Photo by Allison Shelley/Complete College Photo Library.
Imagine a high school senior in West Virginia, the first in her family to go to college, sitting at her computer trying to file the FAFSA on her own. She continuously gets errors, and weeks later, she still can’t get the form to process. She has no one to ask questions to and starts to wonder if she will receive the financial aid she needs to enroll in the fall.
She isn’t alone. Last year, FAFSA delays and errors meant that some states couldn’t get the data they needed to award aid on time. In West Virginia, where our hypothetical student resides, FAFSA problems even prompted the governor to declare a state of emergency.
This student’s experience highlights a deeper challenge: many states depend on federal systems to award aid, and when those systems face challenges, students feel the impact.
For decades, federal and state student financial aid programs have worked hand in hand. States have relied on the FAFSA as their main application tool, streamlining the process for students and keeping the focus on need-based aid . Over 200 state aid programs require information from the FAFSA, according to the 2022 – 2023 National Association of State Student Grant and Aid Programs (NASSGAP) Annual Survey. But with recent staffing cuts and organizational changes at Federal Student Aid (FSA), the future of this alignment feels less certain. This uncertainty raises big questions: What do states need from FSA and the FAFSA to run their state-funded aid programs? And what steps are state financial aid leaders taking to ensure predictability and consistency in state aid processing?
States administer over $12 billion in financial aid annually and serve more than 4.5 million students. Suppose the timely availability of the FAFSA becomes unreliable.

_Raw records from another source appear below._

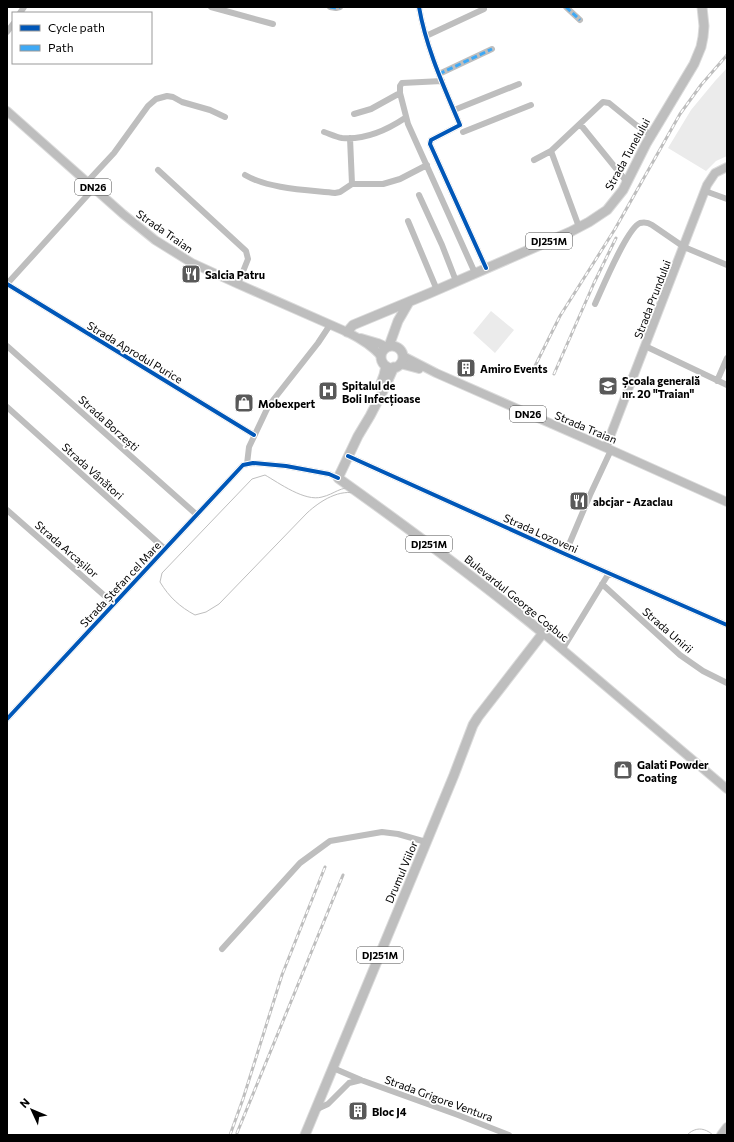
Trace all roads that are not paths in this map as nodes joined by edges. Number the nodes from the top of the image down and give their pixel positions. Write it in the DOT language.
graph roads {
  1 [pos="211,7"];
  2 [pos="330,7"];
  3 [pos="340,7"];
  4 [pos="419,7"];
  5 [pos="566,7"];
  6 [pos="702,7"];
  7 [pos="484,9"];
  8 [pos="580,20"];
  9 [pos="273,24"];
  10 [pos="426,36"];
  11 [pos="492,49"];
  12 [pos="439,74"];
  13 [pos="442,81"];
  14 [pos="519,84"];
  15 [pos="400,93"];
  16 [pos="531,105"];
  17 [pos="454,110"];
  18 [pos="7,111"];
  19 [pos="354,114"];
  20 [pos="225,117"];
  21 [pos="406,118"];
  22 [pos="580,124"];
  23 [pos="324,132"];
  24 [pos="463,132"];
  25 [pos="651,135"];
  26 [pos="350,138"];
  27 [pos="551,151"];
  28 [pos="534,160"];
  29 [pos="439,164"];
  30 [pos="428,167"];
  31 [pos="727,167"];
  32 [pos="158,170"];
  33 [pos="245,175"];
  34 [pos="87,182"];
  35 [pos="627,182"];
  36 [pos="352,184"];
  37 [pos="94,188"];
  38 [pos="704,191"];
  39 [pos="419,195"];
  40 [pos="727,199"];
  41 [pos="408,222"];
  42 [pos="579,227"];
  43 [pos="684,247"];
  44 [pos="727,265"];
  45 [pos="486,268"];
  46 [pos="476,273"];
  47 [pos="456,281"];
  48 [pos="7,284"];
  49 [pos="238,284"];
  50 [pos="437,290"];
  51 [pos="409,302"];
  52 [pos="595,304"];
  53 [pos="330,325"];
  54 [pos="347,332"];
  55 [pos="358,338"];
  56 [pos="7,346"];
  57 [pos="645,346"];
  58 [pos="391,347"];
  59 [pos="381,356"];
  60 [pos="727,358"];
  61 [pos="396,363"];
  62 [pos="717,380"];
  63 [pos="727,385"];
  64 [pos="7,407"];
  65 [pos="254,435"];
  66 [pos="609,449"];
  67 [pos="348,456"];
  68 [pos="247,464"];
  69 [pos="338,478"];
  70 [pos="727,502"];
  71 [pos="7,510"];
  72 [pos="197,514"];
  73 [pos="165,549"];
  74 [pos="565,554"];
  75 [pos="609,573"];
  76 [pos="602,584"];
  77 [pos="114,604"];
  78 [pos="727,625"];
  79 [pos="544,633"];
  80 [pos="562,650"];
  81 [pos="727,683"];
  82 [pos="7,719"];
  83 [pos="727,790"];
  84 [pos="426,842"];
  85 [pos="222,949"];
  86 [pos="333,1068"];
  87 [pos="361,1080"];
  88 [pos="315,1110"];
  89 [pos="727,1127"];
  90 [pos="305,1135"];
  91 [pos="509,1135"];
  92 [pos="721,1135"];
  1 -- 9 [label="street"];
  2 -- 3 [label="street"];
  4 -- 10 [label="street"];
  5 -- 8 [label="street"];
  6 -- 25 [label="highway, Strada Tunelului / DJ251M"];
  7 -- 10 [label="street"];
  10 -- 12 [label="street"];
  11 -- 12 [label="street"];
  12 -- 13 [label="street"];
  13 -- 15 [label="street"];
  13 -- 17 [label="street"];
  14 -- 17 [label="street"];
  15 -- 19 [label="street"];
  15 -- 21 [label="street"];
  16 -- 24 [label="street"];
  17 -- 29 [label="street"];
  18 -- 34 [label="main road, Strada Traian / DN26"];
  20 -- 34 [label="street"];
  21 -- 26 [label="street"];
  21 -- 30 [label="street"];
  22 -- 25 [label="street"];
  22 -- 27 [label="street"];
  22 -- 35 [label="street"];
  23 -- 26 [label="street"];
  25 -- 35 [label="highway, Strada Tunelului / DJ251M"];
  26 -- 36 [label="street"];
  27 -- 28 [label="street"];
  27 -- 42 [label="street"];
  29 -- 30 [label="street"];
  29 -- 45 [label="street"];
  30 -- 36 [label="street"];
  30 -- 46 [label="street"];
  31 -- 38 [label="main road, Strada Prundului"];
  32 -- 49 [label="street"];
  33 -- 36 [label="street"];
  34 -- 37 [label="main road, Strada Traian / DN26"];
  35 -- 42 [label="highway, Strada Tunelului / DJ251M"];
  37 -- 48 [label="street"];
  37 -- 49 [label="main road, Strada Traian / DN26"];
  38 -- 40 [label="street"];
  38 -- 43 [label="main road, Strada Prundului"];
  39 -- 47 [label="street"];
  41 -- 50 [label="street"];
  42 -- 45 [label="highway, Strada Tunelului / DJ251M"];
  43 -- 44 [label="street"];
  43 -- 52 [label="street"];
  43 -- 57 [label="main road, Strada Prundului"];
  45 -- 46 [label="highway, Strada Tunelului / DJ251M"];
  46 -- 47 [label="highway, Strada Tunelului / DJ251M"];
  47 -- 50 [label="highway, Strada Tunelului / DJ251M"];
  48 -- 65 [label="street, Strada Aprodul Purice"];
  49 -- 53 [label="main road, Strada Traian / DN26"];
  50 -- 51 [label="highway, Strada Tunelului / DJ251M"];
  51 -- 54 [label="highway, DJ251M"];
  51 -- 58 [label="highway"];
  53 -- 54 [label="main road, Strada Traian / DN26"];
  53 -- 65 [label="street"];
  54 -- 55 [label="main road, Strada Traian / DN26"];
  55 -- 58 [label="main road, Strada Traian / DN26"];
  55 -- 59 [label="main road, Strada Traian / DN26"];
  56 -- 72 [label="street, Strada Borzești"];
  57 -- 62 [label="street"];
  57 -- 66 [label="main road, Strada Prundului"];
  58 -- 59 [label="highway"];
  58 -- 61 [label="highway"];
  59 -- 61 [label="highway, DN26"];
  60 -- 62 [label="street"];
  61 -- 66 [label="main road, Strada Traian / DN26"];
  61 -- 67 [label="highway"];
  62 -- 63 [label="street"];
  64 -- 73 [label="street, Strada Vânători"];
  65 -- 68 [label="street"];
  66 -- 70 [label="main road, Strada Traian / DN26"];
  66 -- 74 [label="street, Strada Prundului"];
  67 -- 69 [label="highway"];
  67 -- 74 [label="street, Strada Lozoveni"];
  68 -- 69 [label="street, Bulevardul George Coșbuc"];
  68 -- 72 [label="street, Strada Ștefan cel Mare"];
  69 -- 79 [label="highway, Bulevardul George Coșbuc / DJ251M"];
  71 -- 77 [label="street, Strada Arcașilor"];
  72 -- 73 [label="street, Strada Ștefan cel Mare"];
  73 -- 77 [label="street, Strada Ștefan cel Mare"];
  74 -- 75 [label="street, Strada Lozoveni"];
  75 -- 76 [label="street"];
  75 -- 78 [label="street, Strada Lozoveni"];
  76 -- 80 [label="street"];
  76 -- 81 [label="street, Strada Unirii"];
  77 -- 82 [label="street, Strada Ștefan cel Mare"];
  79 -- 80 [label="main road, Bulevardul George Coșbuc"];
  79 -- 84 [label="highway, Drumul Viilor / DJ251M"];
  80 -- 83 [label="main road, Bulevardul George Coșbuc"];
  84 -- 85 [label="street"];
  84 -- 86 [label="highway, Drumul Viilor / DJ251M"];
  86 -- 87 [label="street, Strada Grigore Ventura"];
  86 -- 88 [label="highway, Drumul Viilor / DJ251M"];
  87 -- 88 [label="street"];
  87 -- 91 [label="street, Strada Grigore Ventura"];
  88 -- 90 [label="highway, Drumul Viilor / DJ251M"];
  89 -- 92 [label="main road"];
}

In that case, states face a tough choice: building their own processes at the risk of adding a burden on students or tying themselves to a system they can’t fully count on.
Without thoughtful action, we risk state-funded aid sliding backward, away from aid based on federally provided income levels, and instead relying on easily accessible state measures, like GPA and test scores.
Rather than waiting for the next crisis, states need proactive strategies. That’s why NCHEMS is launching States of Opportunity: Supporting State Financial Aid Policy Development in Dynamic Times, a new project supported by Strada Education Foundation. The goal of this project is to help states anticipate and adapt to federal uncertainty while keeping student access to aid at the center.
In this moment of federal uncertainty, states have a rare opportunity to strengthen their aid systems, protect affordability, and make sure that students aren’t paying the price of policy instability. At its core, this project is about ensuring that students—like the high school senior in West Virginia—don’t lose out on the opportunity to pursue higher education simply because of federal uncertainty.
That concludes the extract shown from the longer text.